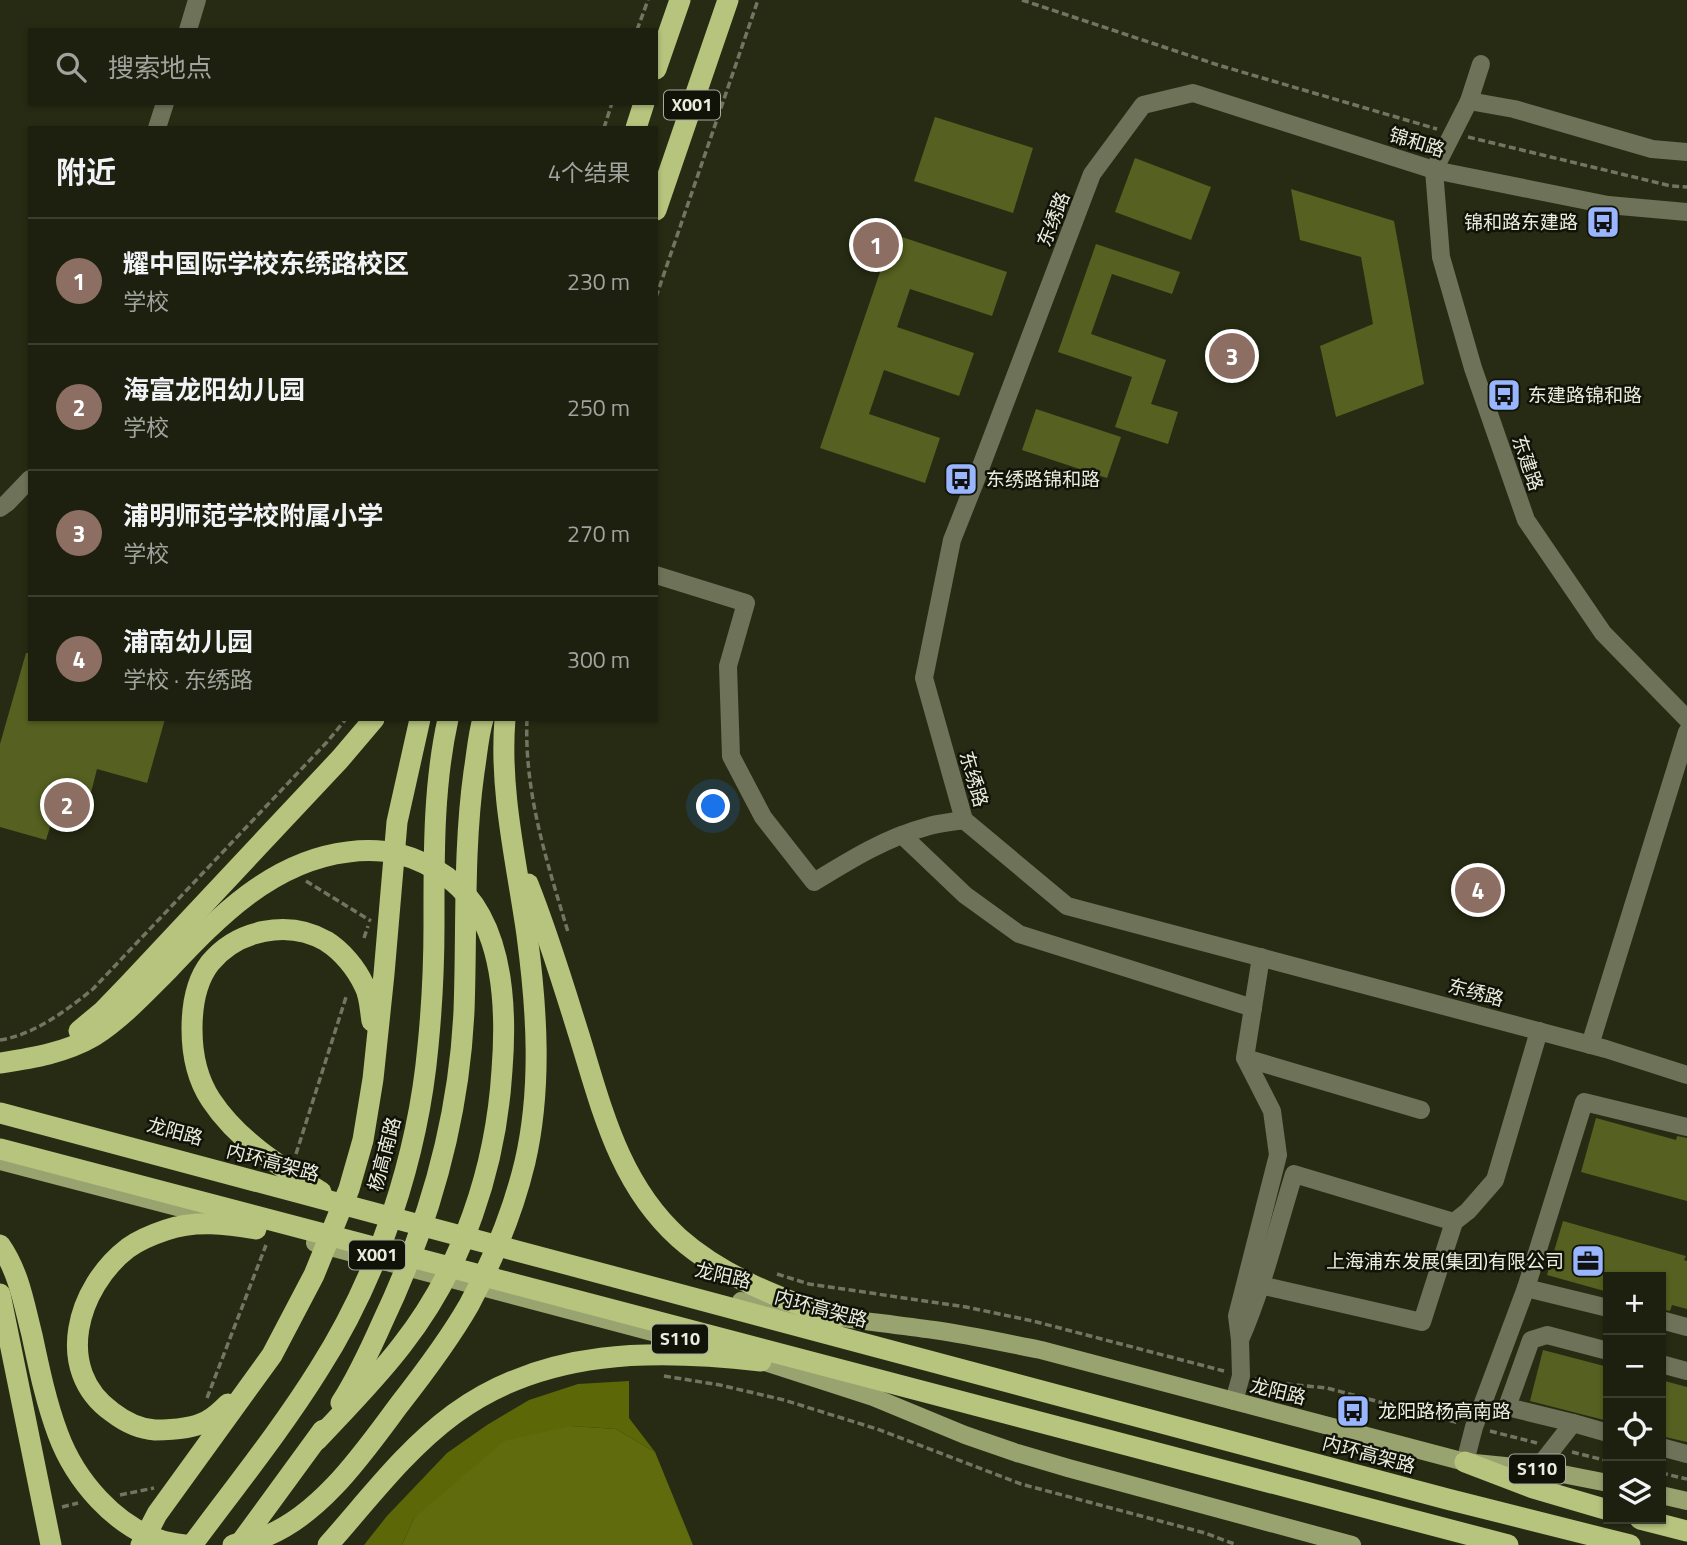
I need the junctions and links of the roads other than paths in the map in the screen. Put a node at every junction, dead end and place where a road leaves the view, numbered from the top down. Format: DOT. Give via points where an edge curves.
graph roads {
  1 [pos="197,0"];
  2 [pos="680,0"];
  3 [pos="728,0"];
  4 [pos="189,28"];
  5 [pos="658,63"];
  6 [pos="1481,64"];
  7 [pos="1469,102"];
  8 [pos="164,105"];
  9 [pos="643,105"];
  10 [pos="1143,105"];
  11 [pos="158,126"];
  12 [pos="637,126"];
  13 [pos="1687,152"];
  14 [pos="1434,170"];
  15 [pos="658,204"];
  16 [pos="1687,212"];
  17 [pos="28,481"];
  18 [pos="0,508"];
  19 [pos="658,576"];
  20 [pos="1687,719"];
  21 [pos="372,721"];
  22 [pos="420,721"];
  23 [pos="448,721"];
  24 [pos="483,721"];
  25 [pos="505,721"];
  26 [pos="1687,732"];
  27 [pos="964,820"];
  28 [pos="902,835"];
  29 [pos="513,845"];
  30 [pos="1261,957"];
  31 [pos="135,991"];
  32 [pos="1253,1007"];
  33 [pos="1539,1031"];
  34 [pos="1590,1045"];
  35 [pos="1245,1058"];
  36 [pos="7,1062"];
  37 [pos="1687,1074"];
  38 [pos="373,1079"];
  39 [pos="0,1105"];
  40 [pos="1421,1110"];
  41 [pos="0,1113"];
  42 [pos="1687,1127"];
  43 [pos="0,1149"];
  44 [pos="0,1161"];
  45 [pos="321,1192"];
  46 [pos="1454,1222"];
  47 [pos="273,1238"];
  48 [pos="0,1245"];
  49 [pos="1260,1285"];
  50 [pos="1526,1288"];
  51 [pos="0,1294"];
  52 [pos="1603,1307"];
  53 [pos="835,1318"];
  54 [pos="1666,1321"];
  55 [pos="1687,1327"];
  56 [pos="1240,1340"];
  57 [pos="1603,1350"];
  58 [pos="272,1355"];
  59 [pos="762,1361"];
  60 [pos="1666,1365"];
  61 [pos="1687,1371"];
  62 [pos="1234,1401"];
  63 [pos="1573,1423"];
  64 [pos="1603,1432"];
  65 [pos="317,1440"];
  66 [pos="1666,1448"];
  67 [pos="1687,1454"];
  68 [pos="1465,1462"];
  69 [pos="1537,1469"];
  70 [pos="1603,1482"];
  71 [pos="1666,1496"];
  72 [pos="1687,1502"];
  73 [pos="1603,1509"];
  74 [pos="1660,1524"];
  75 [pos="1687,1531"];
  76 [pos="50,1538"];
  77 [pos="141,1545"];
  78 [pos="184,1545"];
  79 [pos="192,1545"];
  80 [pos="233,1545"];
  81 [pos="239,1545"];
  82 [pos="328,1545"];
  83 [pos="1352,1545"];
  84 [pos="1508,1545"];
  85 [pos="1630,1545"];
  1 -- 4 [label="street"];
  2 -- 5 [label="highway, X001"];
  3 -- 15 [label="highway, X001"];
  6 -- 7 [label="street"];
  7 -- 13 [label="street" via="1514,108 1652,149"];
  7 -- 14 [label="street"];
  8 -- 11 [label="street"];
  9 -- 12 [label="highway, X001"];
  10 -- 14 [label="street, 锦和路" via="1193,93"];
  10 -- 27 [label="street, 东绣路" via="1092,174 951,540 924,678"];
  14 -- 16 [label="street, 锦和路" via="1608,205"];
  14 -- 20 [label="street, 东建路" via="1441,257 1473,368 1526,520 1603,633"];
  17 -- 18 [label="street"];
  19 -- 28 [label="street" via="746,603 728,666 730,756 763,817 814,882"];
  21 -- 31 [label="highway"];
  22 -- 38 [label="highway" via="397,822"];
  23 -- 79 [label="highway, 杨高南路 / X001" via="436,794 431,1003 424,1081 412,1144 385,1233 365,1284 320,1369"];
  24 -- 65 [label="highway, X001" via="471,798 464,1013 447,1141 415,1248 368,1354"];
  25 -- 29 [label="highway" via="504,775"];
  26 -- 34 [label="street"];
  27 -- 28 [label="street"];
  27 -- 30 [label="street, 东绣路" via="1067,906"];
  28 -- 32 [label="street" via="965,895 1019,934"];
  29 -- 53 [label="highway" via="554,954 604,1116 636,1185 679,1237 708,1260 744,1281"];
  29 -- 80 [label="highway" via="532,972 537,1051 525,1161 506,1224 468,1306 358,1459 290,1523"];
  30 -- 32 [label="street"];
  30 -- 33 [label="street, 东绣路"];
  31 -- 36 [label="highway" via="39,1053"];
  31 -- 65 [label="highway" via="259,886 327,854 396,852 426,863 471,900 488,930 499,972 503,1061 490,1153 469,1223 453,1263 403,1343"];
  32 -- 35 [label="street"];
  33 -- 34 [label="street, 东绣路"];
  33 -- 46 [label="street" via="1495,1180"];
  34 -- 37 [label="street, 东绣路"];
  35 -- 40 [label="street"];
  35 -- 56 [label="street" via="1272,1111 1278,1156 1237,1316"];
  38 -- 45 [label="highway" via="366,987 351,963 327,942 312,935 273,930 249,935 210,963 202,976 192,1019 197,1072 211,1100 251,1143"];
  38 -- 58 [label="highway" via="349,1189 314,1275"];
  39 -- 45 [label="main road, 龙阳路 / S110"];
  41 -- 85 [label="highway, 内环高架路"];
  42 -- 50 [label="street" via="1584,1102"];
  43 -- 84 [label="highway"];
  44 -- 47 [label="main road, S110"];
  45 -- 53 [label="main road, 龙阳路 / S110" via="692,1290"];
  46 -- 49 [label="street" via="1422,1322"];
  46 -- 49 [label="street" via="1294,1174"];
  47 -- 58 [label="highway" via="236,1225 196,1223 168,1229 129,1248 93,1287 83,1308 77,1352 83,1378 97,1401 131,1425 175,1430 207,1421 234,1400"];
  47 -- 59 [label="main road, S110"];
  48 -- 78 [label="highway" via="15,1273 58,1436 74,1465 113,1513 135,1529"];
  49 -- 56 [label="street"];
  50 -- 52 [label="street"];
  50 -- 68 [label="street"];
  51 -- 76 [label="highway"];
  53 -- 62 [label="main road, 龙阳路 / S110" via="995,1340"];
  54 -- 55 [label="street"];
  56 -- 62 [label="street" via="1241,1376"];
  57 -- 63 [label="street" via="1547,1335 1531,1340 1507,1407"];
  58 -- 77 [label="highway" via="157,1514"];
  59 -- 82 [label="highway" via="711,1355 619,1356 574,1361 532,1373 454,1415 388,1476"];
  59 -- 83 [label="main road, S110" via="873,1397 1029,1457"];
  60 -- 61 [label="street"];
  62 -- 68 [label="main road, 龙阳路 / S110"];
  63 -- 64 [label="street"];
  63 -- 69 [label="street"];
  65 -- 81 [label="highway, X001"];
  66 -- 67 [label="street"];
  68 -- 69 [label="main road, 龙阳路 / S110"];
  68 -- 73 [label="highway"];
  69 -- 70 [label="main road, 龙阳路 / S110"];
  71 -- 72 [label="main road"];
  74 -- 75 [label="highway"];
}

• _Task description_: For the records above, state how many lines contain the word "roads". Give only the number.

• _Answer to the problem_: 2